The problem ▸ Below are the records; copy each line in which "Magallanes" can be found.

##### Information

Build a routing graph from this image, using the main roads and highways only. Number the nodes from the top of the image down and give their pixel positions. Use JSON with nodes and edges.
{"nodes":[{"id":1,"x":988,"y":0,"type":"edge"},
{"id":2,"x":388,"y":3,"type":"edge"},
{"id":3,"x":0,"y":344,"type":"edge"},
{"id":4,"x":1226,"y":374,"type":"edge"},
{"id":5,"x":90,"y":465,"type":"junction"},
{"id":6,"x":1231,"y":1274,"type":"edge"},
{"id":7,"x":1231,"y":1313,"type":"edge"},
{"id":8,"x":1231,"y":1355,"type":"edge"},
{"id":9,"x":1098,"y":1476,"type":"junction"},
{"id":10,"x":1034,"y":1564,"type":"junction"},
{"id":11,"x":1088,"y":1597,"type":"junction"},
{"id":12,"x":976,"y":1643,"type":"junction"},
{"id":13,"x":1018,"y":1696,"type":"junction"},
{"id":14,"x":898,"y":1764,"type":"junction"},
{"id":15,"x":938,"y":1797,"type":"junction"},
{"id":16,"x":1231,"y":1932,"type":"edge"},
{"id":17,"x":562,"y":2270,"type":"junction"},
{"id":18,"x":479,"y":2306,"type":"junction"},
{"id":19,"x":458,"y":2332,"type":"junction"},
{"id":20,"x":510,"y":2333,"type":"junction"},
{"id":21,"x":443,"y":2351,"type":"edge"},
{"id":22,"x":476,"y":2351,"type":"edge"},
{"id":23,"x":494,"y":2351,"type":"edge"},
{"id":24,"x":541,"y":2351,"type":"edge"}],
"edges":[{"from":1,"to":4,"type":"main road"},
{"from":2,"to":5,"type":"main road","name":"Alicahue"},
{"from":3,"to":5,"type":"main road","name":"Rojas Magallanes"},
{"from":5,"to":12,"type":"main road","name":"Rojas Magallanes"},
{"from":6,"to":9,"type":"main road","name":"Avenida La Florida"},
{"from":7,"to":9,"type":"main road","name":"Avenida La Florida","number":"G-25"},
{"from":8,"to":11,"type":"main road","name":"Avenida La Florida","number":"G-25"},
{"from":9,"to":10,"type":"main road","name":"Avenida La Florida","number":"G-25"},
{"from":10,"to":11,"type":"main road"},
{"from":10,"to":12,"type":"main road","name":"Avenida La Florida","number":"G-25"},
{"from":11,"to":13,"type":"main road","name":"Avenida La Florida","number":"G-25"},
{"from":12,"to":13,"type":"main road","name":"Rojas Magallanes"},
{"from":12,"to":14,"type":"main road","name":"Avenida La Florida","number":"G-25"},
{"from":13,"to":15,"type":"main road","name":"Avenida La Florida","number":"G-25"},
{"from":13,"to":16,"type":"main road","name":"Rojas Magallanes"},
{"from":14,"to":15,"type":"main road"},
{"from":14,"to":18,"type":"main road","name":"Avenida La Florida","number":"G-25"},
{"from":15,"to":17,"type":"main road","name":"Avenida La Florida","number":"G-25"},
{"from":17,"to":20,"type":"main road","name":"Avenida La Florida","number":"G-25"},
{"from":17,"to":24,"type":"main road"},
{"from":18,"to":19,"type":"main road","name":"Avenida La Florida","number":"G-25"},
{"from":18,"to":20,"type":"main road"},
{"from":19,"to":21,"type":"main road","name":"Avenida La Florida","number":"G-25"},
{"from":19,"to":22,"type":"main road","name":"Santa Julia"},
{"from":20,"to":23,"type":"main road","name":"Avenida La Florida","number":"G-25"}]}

##########

Answer section ▸
{"from":3,"to":5,"type":"main road","name":"Rojas Magallanes"},
{"from":5,"to":12,"type":"main road","name":"Rojas Magallanes"},
{"from":12,"to":13,"type":"main road","name":"Rojas Magallanes"},
{"from":13,"to":16,"type":"main road","name":"Rojas Magallanes"},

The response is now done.